START PROVIDED ENTRIES
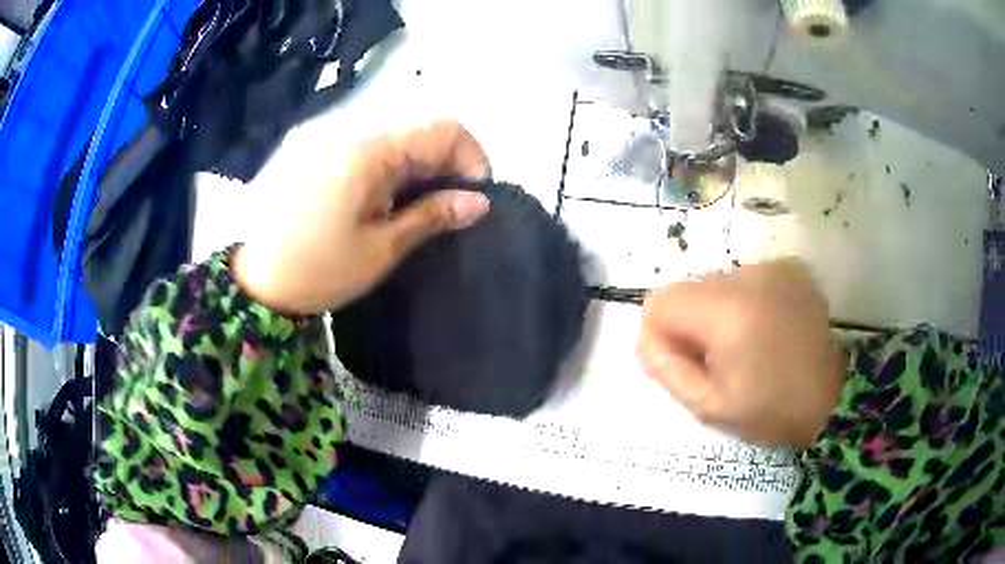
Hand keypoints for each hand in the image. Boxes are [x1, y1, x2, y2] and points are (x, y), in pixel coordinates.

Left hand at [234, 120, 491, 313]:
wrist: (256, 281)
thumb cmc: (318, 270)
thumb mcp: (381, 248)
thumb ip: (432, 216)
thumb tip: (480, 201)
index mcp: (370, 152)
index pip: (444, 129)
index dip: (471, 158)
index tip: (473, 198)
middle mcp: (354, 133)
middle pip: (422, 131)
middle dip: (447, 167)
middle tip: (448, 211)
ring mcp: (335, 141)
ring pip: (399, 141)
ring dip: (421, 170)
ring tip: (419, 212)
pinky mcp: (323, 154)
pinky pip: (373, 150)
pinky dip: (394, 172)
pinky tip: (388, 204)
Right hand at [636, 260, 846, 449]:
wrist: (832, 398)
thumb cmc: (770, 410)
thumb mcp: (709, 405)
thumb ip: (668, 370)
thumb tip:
END PROVIDED ENTRIES
START PROVIDED ENTRIES
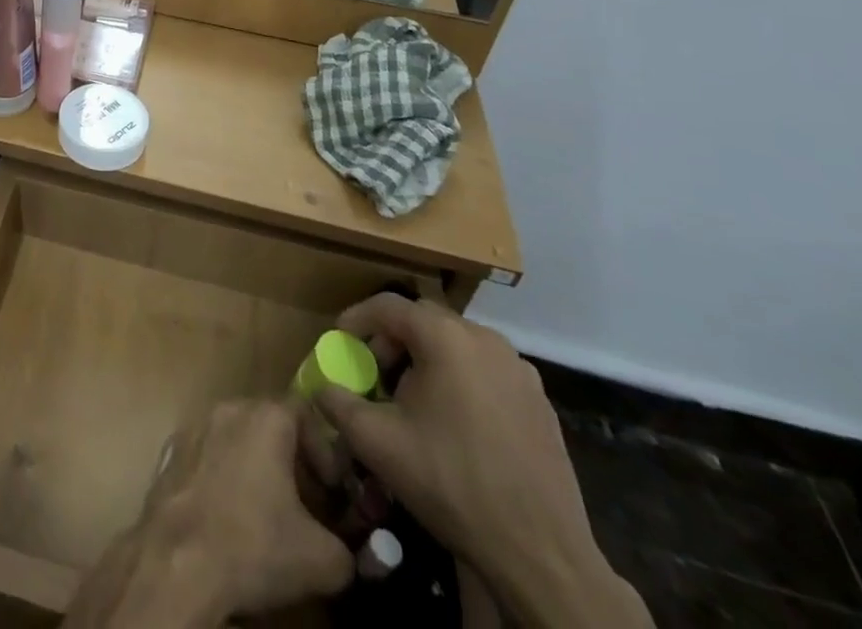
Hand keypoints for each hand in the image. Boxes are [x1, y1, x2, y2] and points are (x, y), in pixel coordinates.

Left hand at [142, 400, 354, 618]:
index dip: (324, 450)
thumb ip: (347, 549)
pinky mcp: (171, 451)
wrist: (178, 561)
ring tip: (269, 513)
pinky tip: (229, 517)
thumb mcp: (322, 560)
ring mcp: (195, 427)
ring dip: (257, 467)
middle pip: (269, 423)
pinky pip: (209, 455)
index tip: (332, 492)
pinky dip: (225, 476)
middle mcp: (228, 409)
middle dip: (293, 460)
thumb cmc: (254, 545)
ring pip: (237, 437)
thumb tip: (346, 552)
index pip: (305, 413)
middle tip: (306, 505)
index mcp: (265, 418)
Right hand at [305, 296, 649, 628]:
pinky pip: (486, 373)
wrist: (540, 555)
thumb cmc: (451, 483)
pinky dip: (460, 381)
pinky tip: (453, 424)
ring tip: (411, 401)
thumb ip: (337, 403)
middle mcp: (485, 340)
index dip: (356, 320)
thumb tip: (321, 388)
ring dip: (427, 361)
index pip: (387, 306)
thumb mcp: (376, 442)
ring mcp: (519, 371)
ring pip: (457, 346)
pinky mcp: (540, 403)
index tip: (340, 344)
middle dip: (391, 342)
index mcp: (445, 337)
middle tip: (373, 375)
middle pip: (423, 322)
END PROVIDED ENTRIES
START PROVIDED ENTRIES
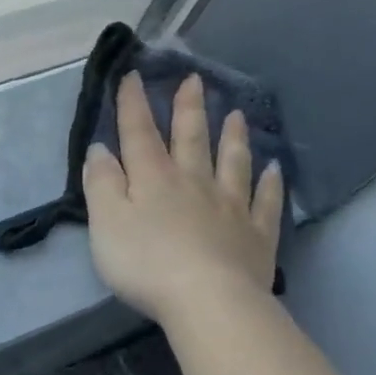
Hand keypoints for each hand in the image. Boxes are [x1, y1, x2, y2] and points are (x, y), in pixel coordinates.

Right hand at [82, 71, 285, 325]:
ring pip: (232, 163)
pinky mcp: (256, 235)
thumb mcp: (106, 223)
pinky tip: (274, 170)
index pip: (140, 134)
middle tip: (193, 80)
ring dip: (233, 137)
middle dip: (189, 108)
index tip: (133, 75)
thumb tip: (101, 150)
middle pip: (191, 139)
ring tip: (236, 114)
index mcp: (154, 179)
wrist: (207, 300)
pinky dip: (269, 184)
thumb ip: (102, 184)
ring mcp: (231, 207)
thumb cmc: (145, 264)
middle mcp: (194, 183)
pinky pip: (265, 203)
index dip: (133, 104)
END PROVIDED ENTRIES
TASK TO COMPLETE ::
Report how many lines above contain the string "hand". Please write the number only.

EXERCISE RESULT ::
8